Tamil Nadu to beef up coastal security against weapon smuggling
Jan 10, 2007 - 8:39:28 AM
New Delhi, Jan 10 - Amid raging violence in Sri Lanka, Tamil Nadu is setting up 12 Marine Police stations as part of heightened coastal security to check smuggling of weapons and explosives to the island nation.
The government has sanctioned money for the stations to come up along the winding Tamil Nadu coast and to increase the number of police check posts close to the sea from the present 60 to 100, official sources told IANS.
These are expected to happen within the next six months.
The recruits for the Marine Police will come from the Tamil Nadu Special Police.
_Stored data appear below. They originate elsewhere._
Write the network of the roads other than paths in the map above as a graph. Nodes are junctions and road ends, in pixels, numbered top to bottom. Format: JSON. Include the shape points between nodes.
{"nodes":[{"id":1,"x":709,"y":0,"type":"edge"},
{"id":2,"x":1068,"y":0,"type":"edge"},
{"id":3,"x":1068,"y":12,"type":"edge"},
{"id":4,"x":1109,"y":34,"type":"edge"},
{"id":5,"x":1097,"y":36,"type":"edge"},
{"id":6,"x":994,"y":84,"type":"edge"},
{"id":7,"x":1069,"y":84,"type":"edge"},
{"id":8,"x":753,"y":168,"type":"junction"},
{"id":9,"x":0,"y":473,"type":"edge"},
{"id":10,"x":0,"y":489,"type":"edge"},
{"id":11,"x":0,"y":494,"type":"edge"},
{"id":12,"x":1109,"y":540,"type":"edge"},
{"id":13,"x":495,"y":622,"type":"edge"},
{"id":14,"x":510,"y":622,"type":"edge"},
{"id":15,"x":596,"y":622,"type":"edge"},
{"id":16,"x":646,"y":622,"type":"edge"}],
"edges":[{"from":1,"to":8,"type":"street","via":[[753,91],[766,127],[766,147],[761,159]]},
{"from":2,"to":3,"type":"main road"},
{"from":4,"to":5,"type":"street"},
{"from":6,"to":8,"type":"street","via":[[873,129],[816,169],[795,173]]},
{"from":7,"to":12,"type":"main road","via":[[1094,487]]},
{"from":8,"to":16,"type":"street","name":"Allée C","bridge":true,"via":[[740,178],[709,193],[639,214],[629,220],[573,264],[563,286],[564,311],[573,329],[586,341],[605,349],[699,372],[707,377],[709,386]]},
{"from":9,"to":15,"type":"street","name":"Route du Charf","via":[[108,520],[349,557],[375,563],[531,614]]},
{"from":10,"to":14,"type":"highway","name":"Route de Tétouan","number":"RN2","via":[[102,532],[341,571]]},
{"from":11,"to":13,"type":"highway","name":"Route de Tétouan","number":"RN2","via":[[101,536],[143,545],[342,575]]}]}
They will have to be ace swimmers and they will get additional training from the customs department and Coast Guard.
The Marine Police will operate both in the coastal districts as well as in the sea that divides Tamil Nadu from Sri Lanka.
The decisions have been taken in the context of escalating violence in Sri Lanka, where the military and the Tamil Tigers are locked in fighting that left over 3,500 people dead last year and shows no signs of abating.
The discovery of 30 sacks of detonators from a van that was involved in an accident in Sivaganga district two months ago added to the urgency of the beefed up security measures.
According to the sources, those arrested after the contraband's discovery told the police in Tamil Nadu that the detonators were meant for Sri Lanka, for use by the Liberation Tigers of Tamil Eelam -.
'That discovery was taken up very seriously,' an official source said here. 'It was decided that there should be greater monitoring of coastal villages and what are known as 'landing points' for smugglers on the coast.'
Although the growing civilian casualties in Sri Lanka, particularly of Tamils, has sparked anger in Tamil Nadu, with Chief Minister M. Karunandihi pressing the central government to take a tough stand vis-à-vis Colombo, there is worry that the state could turn into a renewed base for the Tigers to procure explosives.
Just before midnight Tuesday, the police swooped on a boat near Mandapam in Rameshwaram thinking explosives were being smuggled out.
But the contents turned out to be 19 Sri Lankan Tamils from the island's eastern district of Trincomalee who were preparing to go back after hearing that the houses they had left behind had been taken over by others.
Some of them also told the police that their relatives in Sri Lanka were ill.
Between them, the Indian Navy and Coast Guard have bases in Chennai, Mandapam, Tuticorin, Nagappatinam, Thopputurai, Kodiakarai, Thondi as well as in Thanjavur and Pudukottai districts. Both work closely with the Tamil Nadu Police.
Their job is to patrol the sea dividing India and Sri Lanka. India has rejected Sri Lankan requests for joint naval patrolling and has also repeatedly expressed concern over the killing of civilians in the conflict.
Officials say they do not want to see Tamil Nadu again become a source for arms and explosives for Sri Lanka's warring parties.
The LTTE and other Tamil militant groups from Sri Lanka had offices and training camps in Tamil Nadu in the 1980s. LTTE leader Velupillai Prabhakaran lived in the state from late 1983 until January 1987.
Although the LTTE is outlawed in India, many political and other groups in Tamil Nadu support the Tigers and its cause of carving out an independent Tamil state in Sri Lanka's northeast.